Star-studded 'Band' doc frustrates Toronto critics on opening night

Andrew MARSZAL
Canadian musician Robbie Robertson, whose memoirs inspired Toronto opening film "Once Were Brothers," provides first-person narration throughout the documentary

Tales of The Band's descent into drug-fueled feuding are as well-worn as their pioneering Americana sound -- but a star-studded documentary opening the Toronto film festival has stoked controversy by largely ignoring them.

"Once Were Brothers: Robbie Robertson and the Band," executive produced by Martin Scorsese and featuring rock legends including Bruce Springsteen, Van Morrison and Eric Clapton, was showcased Thursday at North America's biggest film festival.

It follows de facto band leader Robertson's journey from childhood in Toronto, through playing alongside Bob Dylan on his infamous "electric" tour, to culminate with The Band's farewell 1976 gig.

The rock outfit never again all appeared on stage after "The Last Waltz" concert, with rifts emerging among the group -- in particular between Robertson and drummer Levon Helm, who lapsed into heroin addiction.

"I loved Levon, and we were not 'like brothers' to me -- we were brothers," Robertson said Thursday.

"Years later, I wasn't there -- but for him, it went to another place, and I had no control over that. So I just stepped aside," he added.

The Band reformed without Robertson soon after the farewell concert, and toured until another member, Richard Manuel, killed himself. Helm, who penned a memoir accusing Robertson of breaking up the group and monopolizing songwriting credits, died in 2012.

But 26-year-old Canadian director Daniel Roher said he chose to focus on the group's music and camaraderie in their early touring days because that is something "we're going to remember in 100 years."

"Part of the legacy of The Band, a lot of the oxygen in that room was absorbed by this apparent feud," he said.

"I really just put emphasis on the brotherhood, and what these guys did together, and this extraordinary creative collaboration. And that's what I'm really excited about to share with the film," he added.

Initial reviews suggested that approach was wide of the mark.

The Hollywood Reporter said the film took "a respectful fan's-eye view" but avoided taking "more artistic chances," while Indiewire accused it of "reckless self-mythologizing" on behalf of Robertson.

The Wrap said the film's "truncated timeline" was "frustrating," and called its selection as the festival's opening-night movie "an odd choice."

- Suspension of disbelief -

Robertson -- whose memoirs inspired the film, and who provides first-person narration throughout the documentary -- did not answer any journalists' questions on the glitzy premiere's red carpet.

Also in attendance was Scorsese, a longtime collaborator with Robertson who will use the musician's talents for the score of his upcoming "The Irishman."

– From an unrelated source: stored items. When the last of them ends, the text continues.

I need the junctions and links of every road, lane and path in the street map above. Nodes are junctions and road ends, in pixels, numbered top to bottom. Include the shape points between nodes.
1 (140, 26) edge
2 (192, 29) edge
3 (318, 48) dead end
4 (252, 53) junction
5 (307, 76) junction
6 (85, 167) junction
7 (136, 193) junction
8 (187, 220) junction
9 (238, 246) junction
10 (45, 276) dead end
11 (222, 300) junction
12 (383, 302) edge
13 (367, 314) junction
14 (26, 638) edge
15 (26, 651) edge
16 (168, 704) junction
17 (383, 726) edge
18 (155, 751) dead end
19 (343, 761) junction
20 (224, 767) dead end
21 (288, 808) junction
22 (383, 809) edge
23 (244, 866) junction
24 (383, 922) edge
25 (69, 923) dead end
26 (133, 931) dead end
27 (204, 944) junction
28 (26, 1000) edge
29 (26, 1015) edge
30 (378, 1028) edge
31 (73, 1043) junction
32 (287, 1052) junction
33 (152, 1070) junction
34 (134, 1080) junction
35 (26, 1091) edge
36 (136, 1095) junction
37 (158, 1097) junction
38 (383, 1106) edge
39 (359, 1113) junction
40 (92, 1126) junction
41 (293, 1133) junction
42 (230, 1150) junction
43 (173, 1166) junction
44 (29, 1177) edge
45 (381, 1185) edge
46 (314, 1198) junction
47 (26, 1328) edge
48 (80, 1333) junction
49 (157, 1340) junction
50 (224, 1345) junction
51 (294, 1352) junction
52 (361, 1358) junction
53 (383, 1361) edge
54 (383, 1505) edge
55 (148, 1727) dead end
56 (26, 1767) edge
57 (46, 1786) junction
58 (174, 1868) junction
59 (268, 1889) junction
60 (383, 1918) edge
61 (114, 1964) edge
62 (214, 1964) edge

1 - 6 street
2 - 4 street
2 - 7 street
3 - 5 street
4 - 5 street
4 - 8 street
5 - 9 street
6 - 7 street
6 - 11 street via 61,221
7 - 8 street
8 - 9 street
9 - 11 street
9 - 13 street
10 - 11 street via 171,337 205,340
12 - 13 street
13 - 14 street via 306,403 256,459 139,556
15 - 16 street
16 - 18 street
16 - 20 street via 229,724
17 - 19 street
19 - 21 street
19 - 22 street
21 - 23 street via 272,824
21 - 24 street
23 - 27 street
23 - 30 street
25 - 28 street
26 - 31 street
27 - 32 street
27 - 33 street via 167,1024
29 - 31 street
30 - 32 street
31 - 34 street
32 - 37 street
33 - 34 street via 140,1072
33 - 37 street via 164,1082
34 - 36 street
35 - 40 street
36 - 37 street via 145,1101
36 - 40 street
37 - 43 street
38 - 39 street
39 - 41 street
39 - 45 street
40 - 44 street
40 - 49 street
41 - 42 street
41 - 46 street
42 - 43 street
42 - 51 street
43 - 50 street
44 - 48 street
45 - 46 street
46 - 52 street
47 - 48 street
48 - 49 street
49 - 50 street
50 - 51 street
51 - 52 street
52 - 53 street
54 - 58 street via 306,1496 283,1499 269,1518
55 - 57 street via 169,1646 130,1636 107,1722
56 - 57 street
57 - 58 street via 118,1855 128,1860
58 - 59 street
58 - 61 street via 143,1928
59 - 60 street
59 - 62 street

The only other surviving band member, Garth Hudson, did not appear.

Festival head Cameron Bailey introduced the opening film by inviting leaders of Canada's indigenous First Nations peoples onto the stage, noting to loud applause that "This is the sacred land that has been the site of human activity for 15,000 years."

Elsewhere, British director Armando Iannucci's "The Personal History of David Copperfield" received its world premiere.

The film adaptation of Charles Dickens's classic autobiographical novel, set in Victorian London, stars Dev Patel in a title role typically played by white actors.

"As long as you embody a character, there's already a suspension of disbelief in the audience anyway," actress Rosalind Eleazar told Variety. "As long as the actors do a good job... why not?"

Hugh Laurie and Tilda Swinton also star along with Game of Thrones' Gwendoline Christie in a cast jokingly described by Patel as the "British Avengers."